Feric aber fühlte sich von einer wilden Freude überkommen, die alle Zweifel hinwegspülte; nichts war so geeignet, einen Menschen oder ein Volk über sich selbst hinauswachsen zu lassen, wie ein Kampf um Leben und Tod. Er hob seinen Bierkrug und brachte einen weiteren Toast aus: »Auf die Kraft der Evolution! Auf Blut und Eisen und den totalen Sieg des Tüchtigsten!«
Angeführt von Waffing, brachen die Großkommandeure in spontane Hochrufe aus und zerschmetterten ihre Bierkrüge an der Wand.
Für Feric gab es nicht den geringsten Zweifel, daß der blitzartige Zugriff auf die großen Ölfelder im Südosten von Zind der Schlüssel zum Sieg war. Solange diese reichen Ölfelder in den Händen des Gegners blieben, würde die mächtige, hochmechanisierte Armee von Heldon innerhalb eines Monats uneingeschränkter Kriegführung aus Kraftstoffmangel liegenbleiben, während die frühzeitige Eroberung der Ölfelder Heldon befähigen würde, die Streitkräfte von Zind mit massivem Einsatz von Panzern und Flugzeugen zu zermalmen.

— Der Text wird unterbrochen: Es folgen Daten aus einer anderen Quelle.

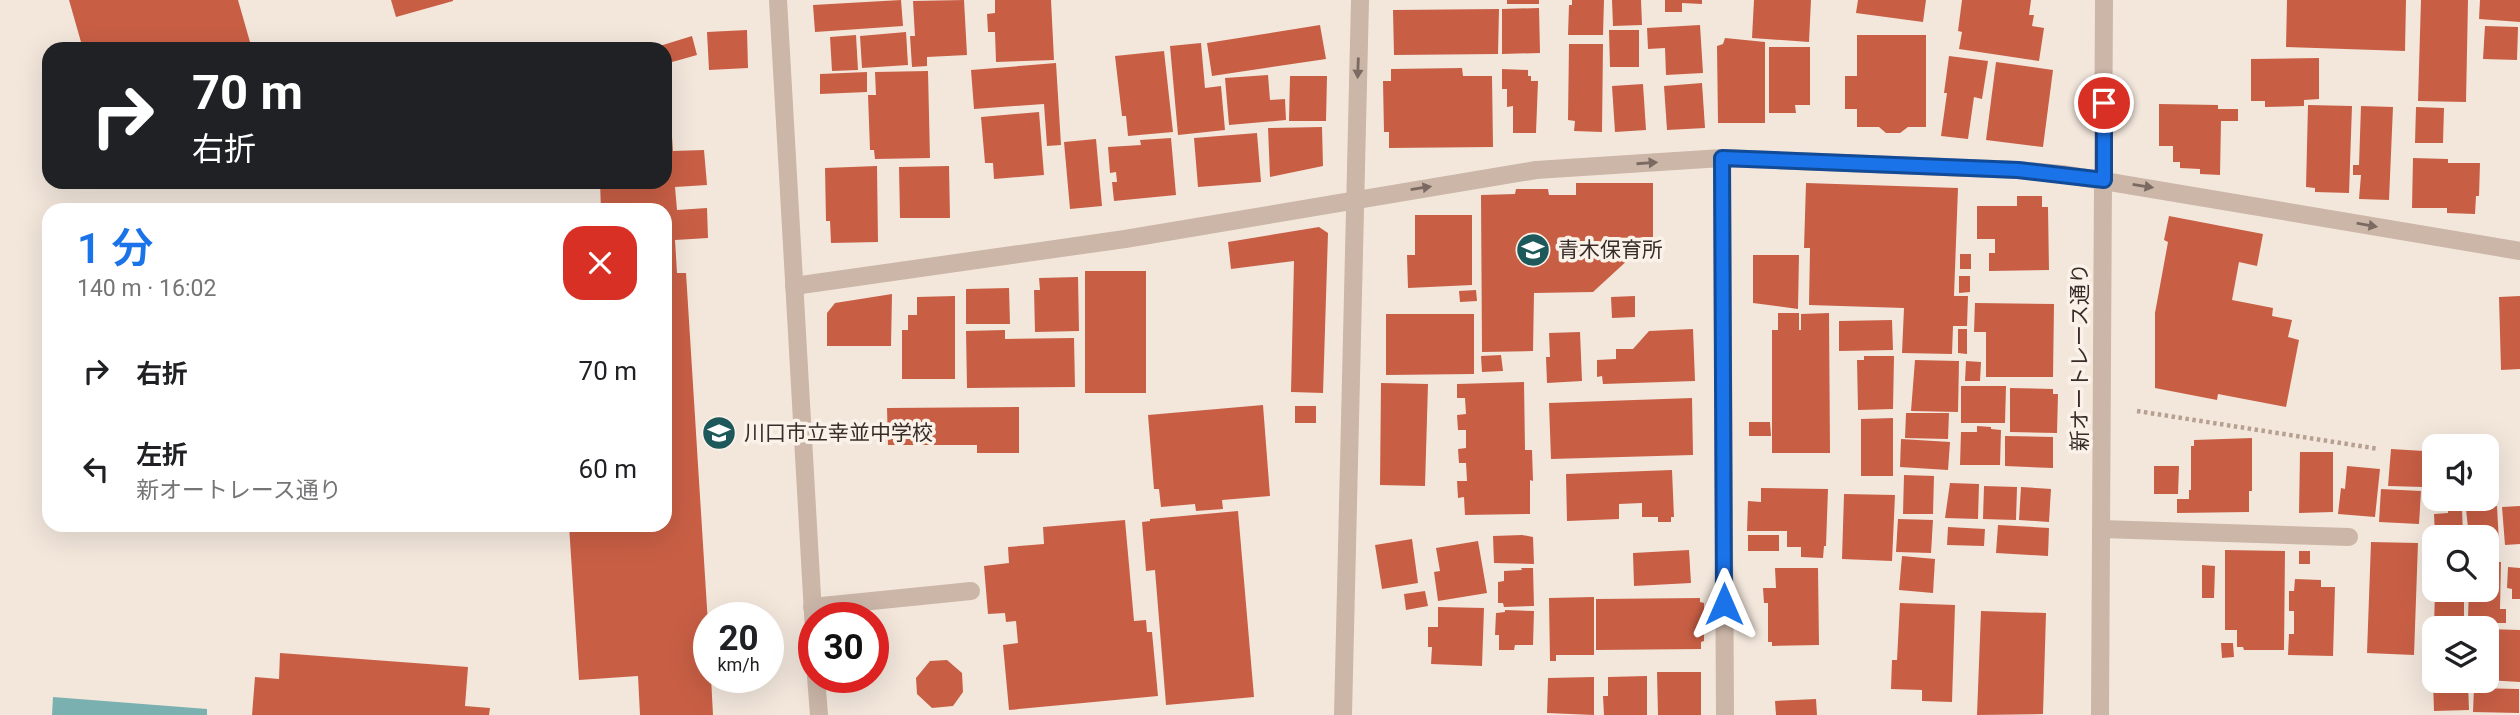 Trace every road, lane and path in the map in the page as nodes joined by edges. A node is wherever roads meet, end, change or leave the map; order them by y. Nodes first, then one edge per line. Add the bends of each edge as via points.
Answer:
1 (778, 0) edge
2 (1360, 0) edge
3 (2104, 0) edge
4 (1722, 158) junction
5 (2104, 180) junction
6 (1354, 199) junction
7 (2520, 251) edge
8 (794, 286) junction
9 (2137, 411) dead end
10 (2379, 449) dead end
11 (2101, 529) junction
12 (2349, 537) dead end
13 (971, 592) dead end
14 (812, 602) edge
15 (865, 602) edge
16 (817, 693) edge
17 (818, 715) edge
18 (1343, 715) edge
19 (1725, 715) edge
20 (2099, 715) edge

1 - 8 street
2 -> 6 street
3 - 5 street, 新オートレース通り
4 - 5 street via 2018,170
6 -> 4 street via 1536,170
4 - 19 street
5 -> 7 street
5 - 11 street, 新オートレース通り
6 - 8 street via 1125,239
6 - 18 street
8 - 14 street
9 - 10 path
11 - 12 street
11 - 20 street, 新オートレース通り
13 - 15 street
16 - 17 street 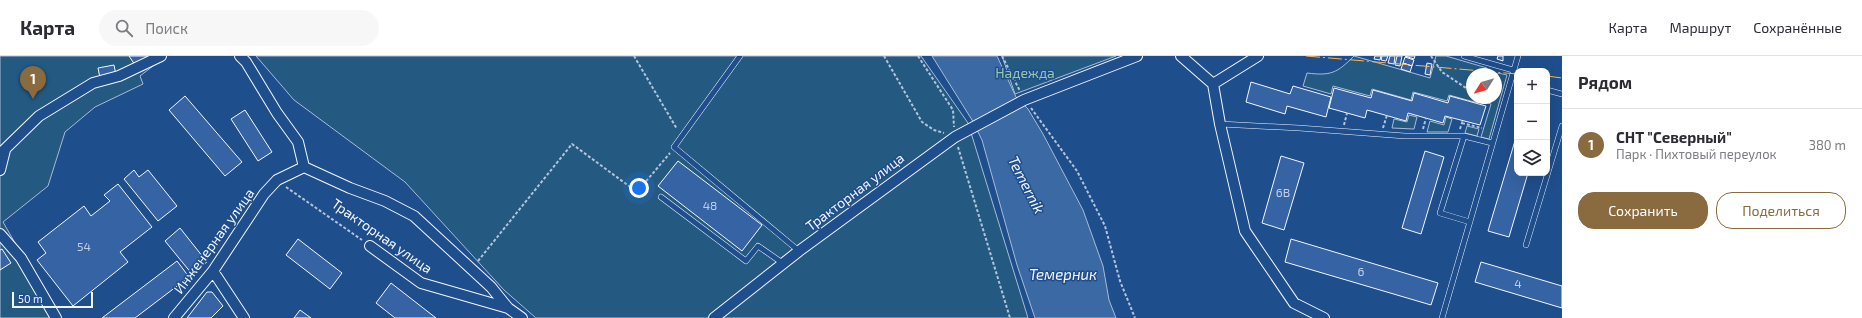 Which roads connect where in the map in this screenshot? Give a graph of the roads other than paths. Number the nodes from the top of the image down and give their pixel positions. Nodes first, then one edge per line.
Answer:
1 (161, 56) edge
2 (240, 56) edge
3 (740, 56) edge
4 (1137, 56) edge
5 (1181, 56) edge
6 (1258, 56) edge
7 (1464, 56) edge
8 (1518, 56) edge
9 (1515, 68) edge
10 (1514, 70) joint
11 (1511, 80) junction
12 (1514, 81) edge
13 (1213, 84) junction
14 (1550, 91) edge
15 (1562, 94) edge
16 (1220, 124) junction
17 (1562, 126) edge
18 (1464, 136) junction
19 (1492, 143) junction
20 (3, 152) edge
21 (304, 167) junction
22 (0, 170) edge
23 (662, 197) dead end
24 (1470, 222) junction
25 (0, 234) edge
26 (1526, 245) dead end
27 (370, 246) road end
28 (799, 251) junction
29 (784, 264) junction
30 (213, 271) junction
31 (508, 308) junction
32 (56, 318) edge
33 (174, 318) edge
34 (244, 318) edge
35 (522, 318) edge
36 (714, 318) edge
37 (1324, 318) edge
38 (1442, 318) edge

1 - 20 street
2 - 21 street
3 - 28 lane
4 - 28 street, Тракторная улица
5 - 13 street
6 - 13 street
7 - 10 lane
8 - 9 lane
10 - 11 lane
11 - 12 lane
11 - 19 lane
13 - 16 street
14 - 15 lane
16 - 18 lane
16 - 37 street
17 - 26 lane
18 - 19 lane
18 - 24 lane
19 - 24 lane
20 - 22 street
21 - 30 street, Инженерная улица
21 - 31 street, Тракторная улица
23 - 29 lane
24 - 38 lane
25 - 32 street
27 - 31 street, Тракторная улица
28 - 29 street, Тракторная улица
29 - 36 street, Тракторная улица
30 - 33 street, Инженерная улица
30 - 34 street
31 - 35 street, Тракторная улица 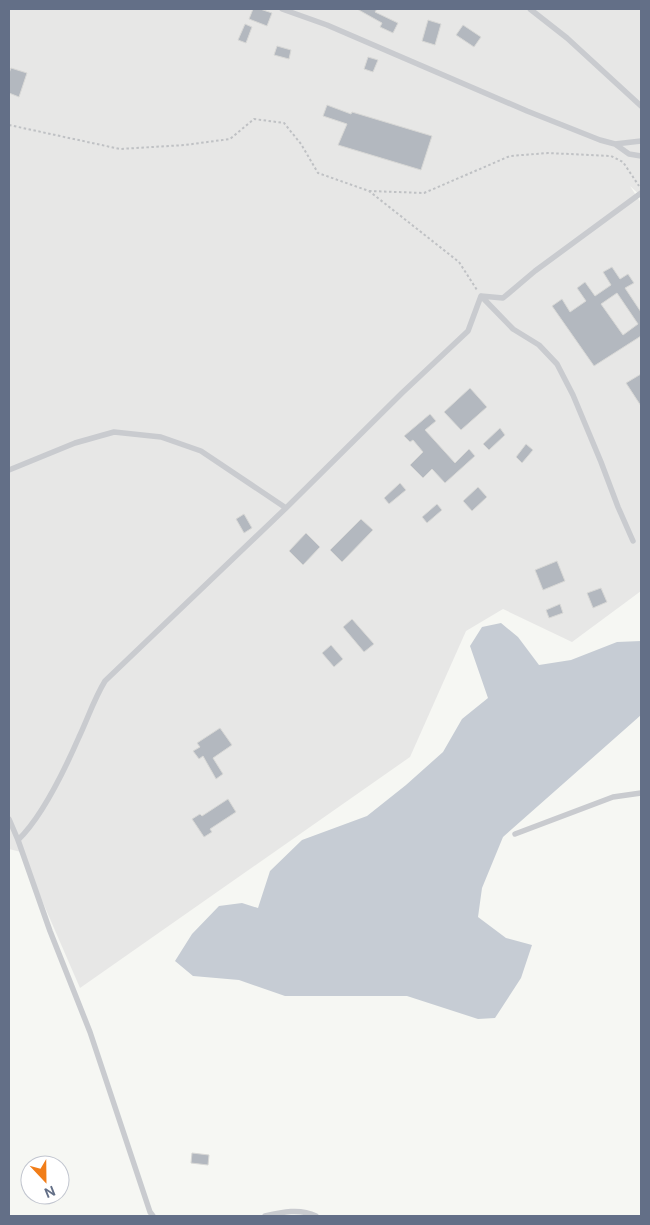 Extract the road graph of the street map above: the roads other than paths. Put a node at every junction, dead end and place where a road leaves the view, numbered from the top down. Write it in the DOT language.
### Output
graph roads {
  1 [pos="282,9"];
  2 [pos="530,9"];
  3 [pos="641,106"];
  4 [pos="641,141"];
  5 [pos="615,144"];
  6 [pos="641,156"];
  7 [pos="641,191"];
  8 [pos="481,296"];
  9 [pos="9,470"];
  10 [pos="286,508"];
  11 [pos="633,540"];
  12 [pos="641,793"];
  13 [pos="9,818"];
  14 [pos="515,834"];
  15 [pos="18,840"];
  16 [pos="153,1216"];
  17 [pos="265,1216"];
  18 [pos="316,1216"];
  1 -- 5 [label="lane"];
  2 -- 3 [label="lane"];
  4 -- 5 [label="lane"];
  5 -- 6 [label="lane"];
  7 -- 8 [label="lane"];
  8 -- 10 [label="lane"];
  8 -- 11 [label="lane"];
  9 -- 10 [label="lane"];
  10 -- 15 [label="lane"];
  12 -- 14 [label="lane"];
  13 -- 15 [label="lane"];
  15 -- 16 [label="lane"];
  17 -- 18 [label="lane"];
} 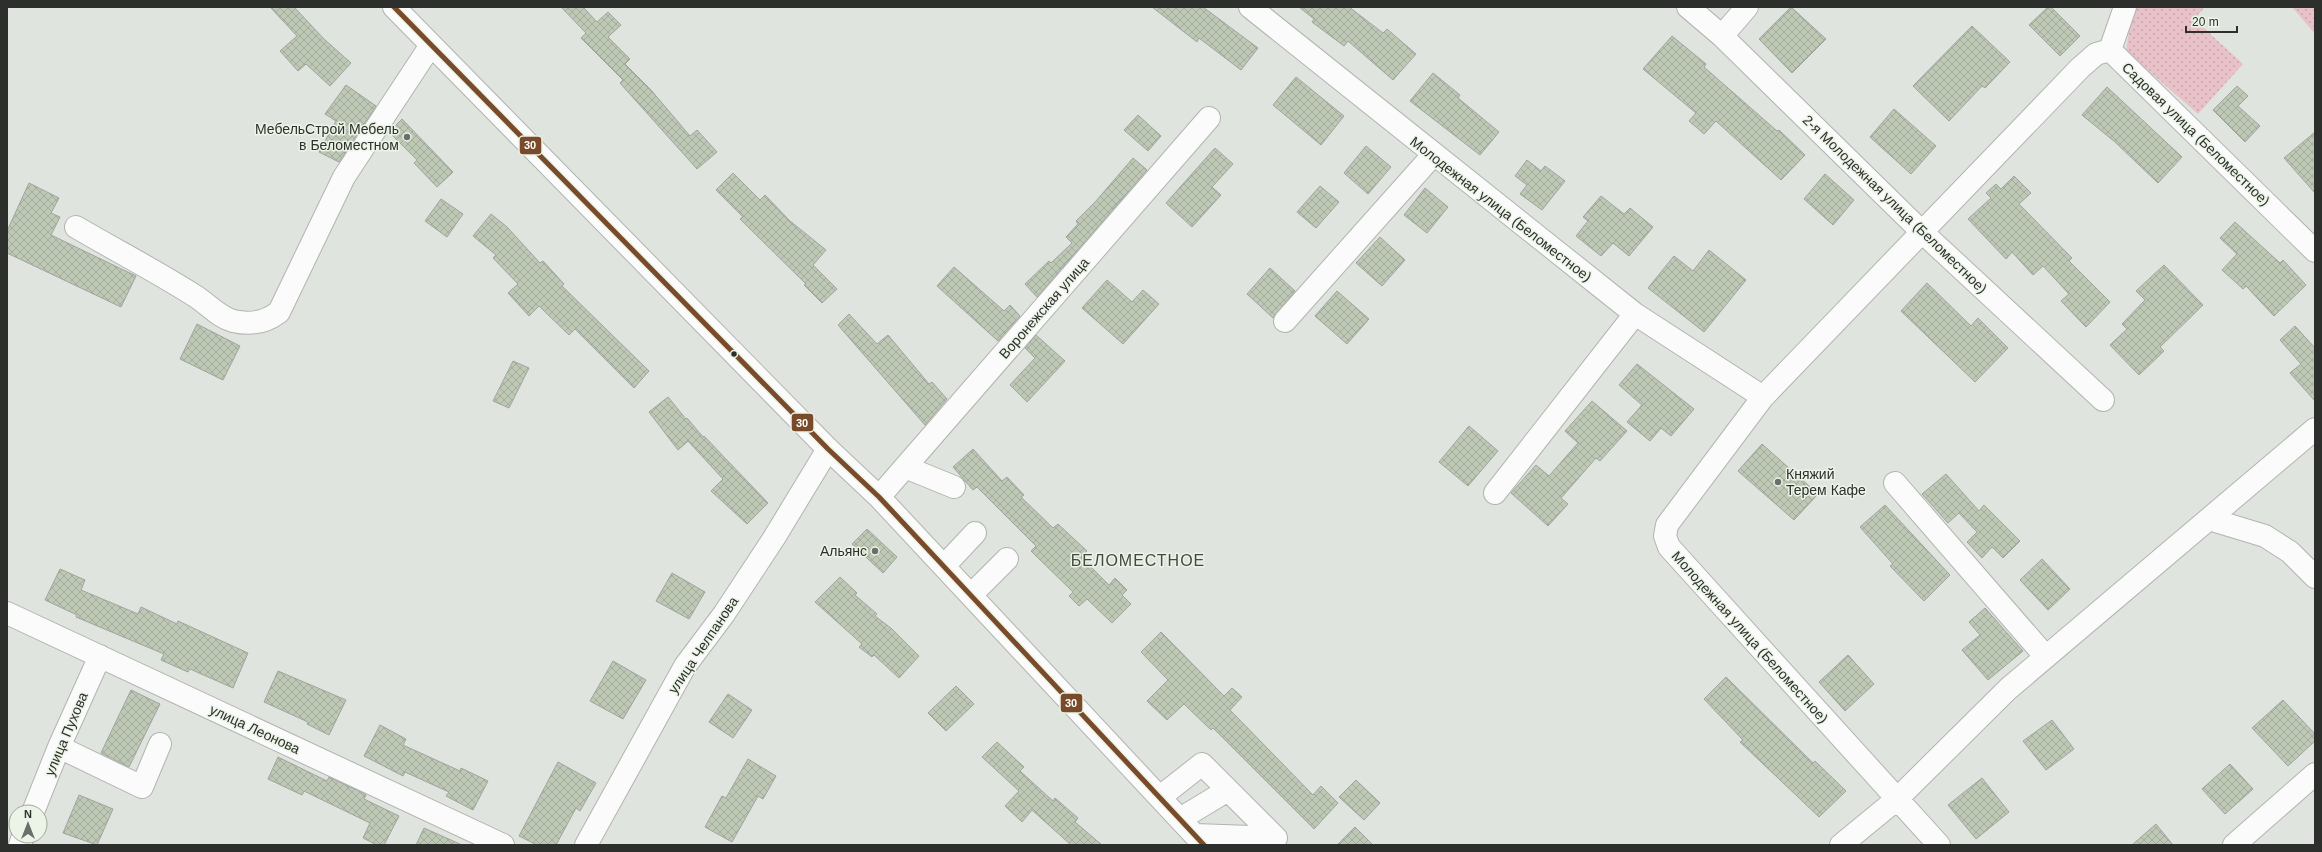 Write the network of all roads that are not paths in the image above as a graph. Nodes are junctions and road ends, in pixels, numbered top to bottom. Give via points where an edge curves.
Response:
1 (394, 7) edge
2 (1250, 7) edge
3 (1688, 7) edge
4 (1748, 7) edge
5 (2125, 7) edge
6 (1722, 36) junction
7 (431, 45) junction
8 (2110, 50) junction
9 (1209, 118) dead end
10 (1433, 155) junction
11 (76, 227) dead end
12 (1922, 232) junction
13 (2315, 251) edge
14 (1635, 314) junction
15 (1285, 321) dead end
16 (1763, 397) junction
17 (2103, 400) dead end
18 (2315, 429) edge
19 (828, 449) junction
20 (905, 468) junction
21 (1895, 483) dead end
22 (954, 488) dead end
23 (1496, 492) dead end
24 (879, 497) junction
25 (2208, 519) junction
26 (975, 533) dead end
27 (1007, 559) dead end
28 (944, 566) junction
29 (2315, 577) edge
30 (971, 595) junction
31 (7, 613) edge
32 (100, 656) junction
33 (2046, 657) junction
34 (160, 744) dead end
35 (59, 747) junction
36 (2315, 774) edge
37 (1228, 790) junction
38 (1160, 797) junction
39 (1897, 799) junction
40 (36, 804) edge
41 (1180, 819) junction
42 (1200, 840) edge
43 (502, 845) edge
44 (586, 845) edge
45 (1841, 845) edge
46 (1939, 845) edge
47 (2234, 845) edge

1 - 7 street
2 - 10 street, Молодежная улица (Беломестное)
3 - 6 street, 2-я Молодежная улица (Беломестное)
4 - 6 street
5 - 8 street
6 - 12 street, 2-я Молодежная улица (Беломестное)
7 - 11 street via 344,178 279,312 271,318 248,323 220,316 196,297
7 - 19 street
8 - 12 street, Молодежная улица (Беломестное) via 2096,54 2080,68
8 - 13 street, Садовая улица (Беломестное)
9 - 20 street, Воронежская улица
10 - 14 street, Молодежная улица (Беломестное)
10 - 15 street
12 - 16 street, Молодежная улица (Беломестное)
12 - 17 street, 2-я Молодежная улица (Беломестное)
14 - 16 street, Молодежная улица (Беломестное)
14 - 23 street
16 - 39 street, Молодежная улица (Беломестное) via 1667,525 1666,542
18 - 25 street
19 - 24 street
19 - 44 street, улица Челпанова via 724,614 685,666
20 - 22 street
20 - 24 street, Воронежская улица
21 - 33 street
24 - 28 street
25 - 29 street via 2264,536 2290,552
25 - 33 street
26 - 28 street
27 - 30 street
28 - 30 street
30 - 38 street
31 - 32 street, улица Леонова
32 - 35 street, улица Пухова
32 - 43 street, улица Леонова
33 - 39 street via 2008,689
34 - 35 street via 142,787
35 - 40 street, улица Пухова
36 - 47 street
37 - 38 street via 1202,764
37 - 41 street
37 - 42 street via 1276,838
38 - 41 street
39 - 45 street
39 - 46 street, Молодежная улица (Беломестное)
41 - 42 street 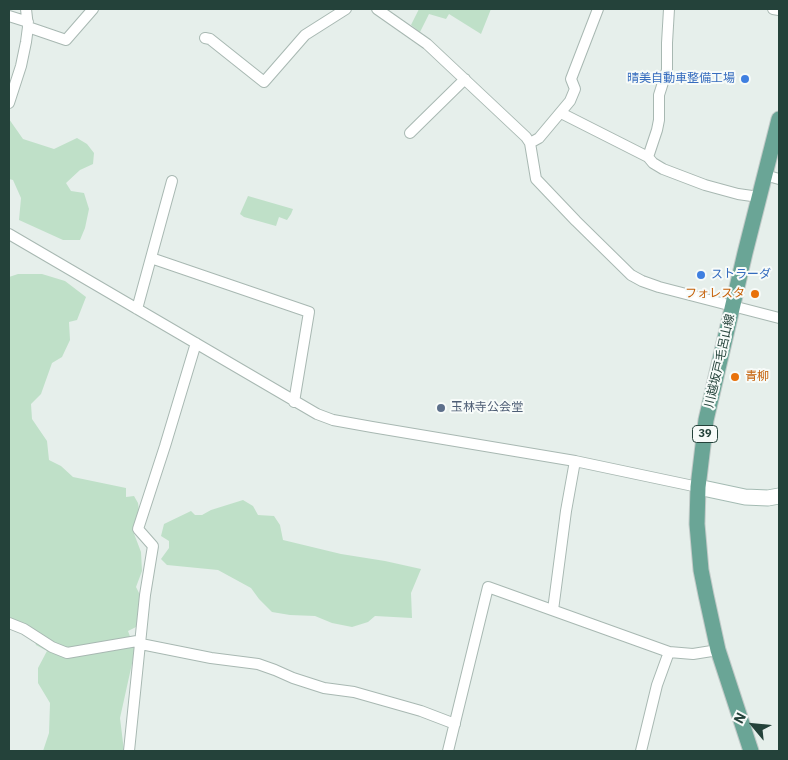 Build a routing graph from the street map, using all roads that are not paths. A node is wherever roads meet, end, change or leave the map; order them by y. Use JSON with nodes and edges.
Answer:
{"nodes":[{"id":1,"x":26,"y":9,"type":"edge"},
{"id":2,"x":93,"y":9,"type":"edge"},
{"id":3,"x":346,"y":9,"type":"edge"},
{"id":4,"x":377,"y":9,"type":"edge"},
{"id":5,"x":598,"y":9,"type":"edge"},
{"id":6,"x":669,"y":9,"type":"edge"},
{"id":7,"x":773,"y":9,"type":"edge"},
{"id":8,"x":779,"y":10,"type":"edge"},
{"id":9,"x":9,"y":16,"type":"edge"},
{"id":10,"x":28,"y":25,"type":"junction"},
{"id":11,"x":205,"y":38,"type":"dead end"},
{"id":12,"x":465,"y":79,"type":"junction"},
{"id":13,"x":9,"y":103,"type":"edge"},
{"id":14,"x":561,"y":112,"type":"junction"},
{"id":15,"x":779,"y":119,"type":"edge"},
{"id":16,"x":410,"y":133,"type":"dead end"},
{"id":17,"x":530,"y":143,"type":"junction"},
{"id":18,"x":648,"y":158,"type":"junction"},
{"id":19,"x":772,"y":177,"type":"edge"},
{"id":20,"x":172,"y":182,"type":"dead end"},
{"id":21,"x":759,"y":197,"type":"junction"},
{"id":22,"x":9,"y":234,"type":"edge"},
{"id":23,"x":151,"y":258,"type":"junction"},
{"id":24,"x":732,"y":307,"type":"junction"},
{"id":25,"x":137,"y":308,"type":"junction"},
{"id":26,"x":779,"y":318,"type":"edge"},
{"id":27,"x":196,"y":343,"type":"junction"},
{"id":28,"x":294,"y":402,"type":"junction"},
{"id":29,"x":575,"y":462,"type":"junction"},
{"id":30,"x":698,"y":487,"type":"junction"},
{"id":31,"x":779,"y":496,"type":"edge"},
{"id":32,"x":553,"y":610,"type":"junction"},
{"id":33,"x":9,"y":623,"type":"edge"},
{"id":34,"x":141,"y":644,"type":"junction"},
{"id":35,"x":718,"y":650,"type":"junction"},
{"id":36,"x":669,"y":652,"type":"junction"},
{"id":37,"x":454,"y":724,"type":"junction"},
{"id":38,"x":129,"y":751,"type":"edge"},
{"id":39,"x":448,"y":751,"type":"edge"},
{"id":40,"x":641,"y":751,"type":"edge"},
{"id":41,"x":751,"y":751,"type":"edge"}],
"edges":[{"from":1,"to":10,"type":"street"},
{"from":2,"to":10,"type":"street"},
{"from":3,"to":11,"type":"street"},
{"from":4,"to":12,"type":"street"},
{"from":5,"to":14,"type":"street"},
{"from":6,"to":18,"type":"street"},
{"from":7,"to":8,"type":"street"},
{"from":9,"to":10,"type":"street"},
{"from":10,"to":13,"type":"street"},
{"from":12,"to":16,"type":"street"},
{"from":12,"to":17,"type":"street"},
{"from":14,"to":17,"type":"street"},
{"from":14,"to":18,"type":"street"},
{"from":15,"to":19,"type":"main road","name":"川越坂戸毛呂山線","number":"39"},
{"from":17,"to":24,"type":"street"},
{"from":18,"to":21,"type":"street"},
{"from":19,"to":21,"type":"main road","name":"川越坂戸毛呂山線","number":"39"},
{"from":20,"to":23,"type":"street"},
{"from":21,"to":24,"type":"main road","name":"川越坂戸毛呂山線","number":"39"},
{"from":22,"to":25,"type":"street"},
{"from":23,"to":25,"type":"street"},
{"from":23,"to":28,"type":"street"},
{"from":24,"to":26,"type":"street"},
{"from":24,"to":30,"type":"main road","name":"川越坂戸毛呂山線","number":"39"},
{"from":25,"to":27,"type":"street"},
{"from":27,"to":28,"type":"street"},
{"from":27,"to":34,"type":"street"},
{"from":28,"to":29,"type":"street"},
{"from":29,"to":30,"type":"street"},
{"from":29,"to":32,"type":"street"},
{"from":30,"to":31,"type":"street"},
{"from":30,"to":35,"type":"main road","name":"川越坂戸毛呂山線","number":"39"},
{"from":32,"to":36,"type":"street"},
{"from":32,"to":37,"type":"street"},
{"from":33,"to":34,"type":"street"},
{"from":34,"to":37,"type":"street"},
{"from":34,"to":38,"type":"street"},
{"from":35,"to":36,"type":"street"},
{"from":35,"to":41,"type":"main road","name":"川越坂戸毛呂山線","number":"39"},
{"from":36,"to":40,"type":"street"},
{"from":37,"to":39,"type":"street"}]}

Unglücklicherweise mußte diese Situation den Doms ebenso offensichtlich sein wie jedem anderen. Daher blieb Feric kein anderer Weg offen als die Vortäuschung eines mit aller Kraft geführten Vorstoßes durch das nördliche Zind gegen die Hauptstadt Bora; wenn die Dominatoren überzeugt waren, daß die heldonische Strategie auf raschem Kriegsentscheid durch Überrollen des nördlichen Kernlandes von Zind und Einnahme der Hauptstadt beruhte, würden sie geneigt sein, die Hauptmasse ihrer Streitkräfte in einem Versuch, Bora zu schützen, im Norden zu binden. Eine zweite Heeresgruppe aus schnellen Panzerund motorisierten Infanterieverbänden, unterstützt von den ersten Geschwadern der neuen Düsenmaschinen, könnte dann aus Neu-Ulmland nach Südosten vorstoßen und die Ölfelder erobern, ehe Zind eine wirksame Reaktion möglich sein würde.